- **Exercise objective**: Each line below is to be written out in full, exactly as shown.

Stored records
--

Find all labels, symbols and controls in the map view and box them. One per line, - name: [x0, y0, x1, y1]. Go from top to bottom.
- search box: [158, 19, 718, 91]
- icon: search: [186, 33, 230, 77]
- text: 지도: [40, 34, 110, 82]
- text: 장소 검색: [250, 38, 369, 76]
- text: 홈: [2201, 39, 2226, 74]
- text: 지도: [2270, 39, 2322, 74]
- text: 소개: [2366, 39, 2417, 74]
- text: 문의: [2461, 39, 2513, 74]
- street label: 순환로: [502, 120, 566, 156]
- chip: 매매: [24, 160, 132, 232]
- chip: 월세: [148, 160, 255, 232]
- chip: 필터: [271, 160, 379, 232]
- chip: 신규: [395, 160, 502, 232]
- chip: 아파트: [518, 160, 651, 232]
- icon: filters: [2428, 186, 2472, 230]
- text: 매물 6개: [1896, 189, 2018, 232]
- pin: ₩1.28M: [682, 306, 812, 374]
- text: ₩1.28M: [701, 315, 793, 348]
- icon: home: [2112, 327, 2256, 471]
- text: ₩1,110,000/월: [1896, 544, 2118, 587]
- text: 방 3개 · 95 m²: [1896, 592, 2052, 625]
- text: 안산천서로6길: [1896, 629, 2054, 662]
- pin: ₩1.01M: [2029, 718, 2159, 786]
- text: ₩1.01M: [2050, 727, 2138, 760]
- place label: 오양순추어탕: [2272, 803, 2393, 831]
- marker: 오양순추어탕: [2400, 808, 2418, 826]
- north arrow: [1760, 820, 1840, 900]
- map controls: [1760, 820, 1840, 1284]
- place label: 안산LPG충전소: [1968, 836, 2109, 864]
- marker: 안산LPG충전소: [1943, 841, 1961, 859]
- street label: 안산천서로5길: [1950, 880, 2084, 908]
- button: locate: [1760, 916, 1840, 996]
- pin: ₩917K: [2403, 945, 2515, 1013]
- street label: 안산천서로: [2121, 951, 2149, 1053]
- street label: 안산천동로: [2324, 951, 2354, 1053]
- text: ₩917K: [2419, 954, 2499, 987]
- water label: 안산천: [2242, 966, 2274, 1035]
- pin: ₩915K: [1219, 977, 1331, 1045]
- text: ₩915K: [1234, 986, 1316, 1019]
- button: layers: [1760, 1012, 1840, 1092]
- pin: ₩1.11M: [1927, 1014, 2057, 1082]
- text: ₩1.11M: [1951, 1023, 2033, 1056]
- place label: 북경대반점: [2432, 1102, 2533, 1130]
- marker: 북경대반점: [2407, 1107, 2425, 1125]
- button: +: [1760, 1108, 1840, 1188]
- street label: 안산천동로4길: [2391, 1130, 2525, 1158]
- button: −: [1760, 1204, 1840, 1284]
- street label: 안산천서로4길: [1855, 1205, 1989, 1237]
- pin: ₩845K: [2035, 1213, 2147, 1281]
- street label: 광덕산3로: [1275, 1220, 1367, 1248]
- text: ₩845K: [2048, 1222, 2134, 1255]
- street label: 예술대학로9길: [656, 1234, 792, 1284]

--

- **Exercise output**:
Find all labels, symbols and controls in the map view and box them. One per line, - name: [x0, y0, x1, y1]. Go from top to bottom.
- search box: [158, 19, 718, 91]
- icon: search: [186, 33, 230, 77]
- text: 지도: [40, 34, 110, 82]
- text: 장소 검색: [250, 38, 369, 76]
- text: 홈: [2201, 39, 2226, 74]
- text: 지도: [2270, 39, 2322, 74]
- text: 소개: [2366, 39, 2417, 74]
- text: 문의: [2461, 39, 2513, 74]
- street label: 순환로: [502, 120, 566, 156]
- chip: 매매: [24, 160, 132, 232]
- chip: 월세: [148, 160, 255, 232]
- chip: 필터: [271, 160, 379, 232]
- chip: 신규: [395, 160, 502, 232]
- chip: 아파트: [518, 160, 651, 232]
- icon: filters: [2428, 186, 2472, 230]
- text: 매물 6개: [1896, 189, 2018, 232]
- pin: ₩1.28M: [682, 306, 812, 374]
- text: ₩1.28M: [701, 315, 793, 348]
- icon: home: [2112, 327, 2256, 471]
- text: ₩1,110,000/월: [1896, 544, 2118, 587]
- text: 방 3개 · 95 m²: [1896, 592, 2052, 625]
- text: 안산천서로6길: [1896, 629, 2054, 662]
- pin: ₩1.01M: [2029, 718, 2159, 786]
- text: ₩1.01M: [2050, 727, 2138, 760]
- place label: 오양순추어탕: [2272, 803, 2393, 831]
- marker: 오양순추어탕: [2400, 808, 2418, 826]
- north arrow: [1760, 820, 1840, 900]
- map controls: [1760, 820, 1840, 1284]
- place label: 안산LPG충전소: [1968, 836, 2109, 864]
- marker: 안산LPG충전소: [1943, 841, 1961, 859]
- street label: 안산천서로5길: [1950, 880, 2084, 908]
- button: locate: [1760, 916, 1840, 996]
- pin: ₩917K: [2403, 945, 2515, 1013]
- street label: 안산천서로: [2121, 951, 2149, 1053]
- street label: 안산천동로: [2324, 951, 2354, 1053]
- text: ₩917K: [2419, 954, 2499, 987]
- water label: 안산천: [2242, 966, 2274, 1035]
- pin: ₩915K: [1219, 977, 1331, 1045]
- text: ₩915K: [1234, 986, 1316, 1019]
- button: layers: [1760, 1012, 1840, 1092]
- pin: ₩1.11M: [1927, 1014, 2057, 1082]
- text: ₩1.11M: [1951, 1023, 2033, 1056]
- place label: 북경대반점: [2432, 1102, 2533, 1130]
- marker: 북경대반점: [2407, 1107, 2425, 1125]
- button: +: [1760, 1108, 1840, 1188]
- street label: 안산천동로4길: [2391, 1130, 2525, 1158]
- button: −: [1760, 1204, 1840, 1284]
- street label: 안산천서로4길: [1855, 1205, 1989, 1237]
- pin: ₩845K: [2035, 1213, 2147, 1281]
- street label: 광덕산3로: [1275, 1220, 1367, 1248]
- text: ₩845K: [2048, 1222, 2134, 1255]
- street label: 예술대학로9길: [656, 1234, 792, 1284]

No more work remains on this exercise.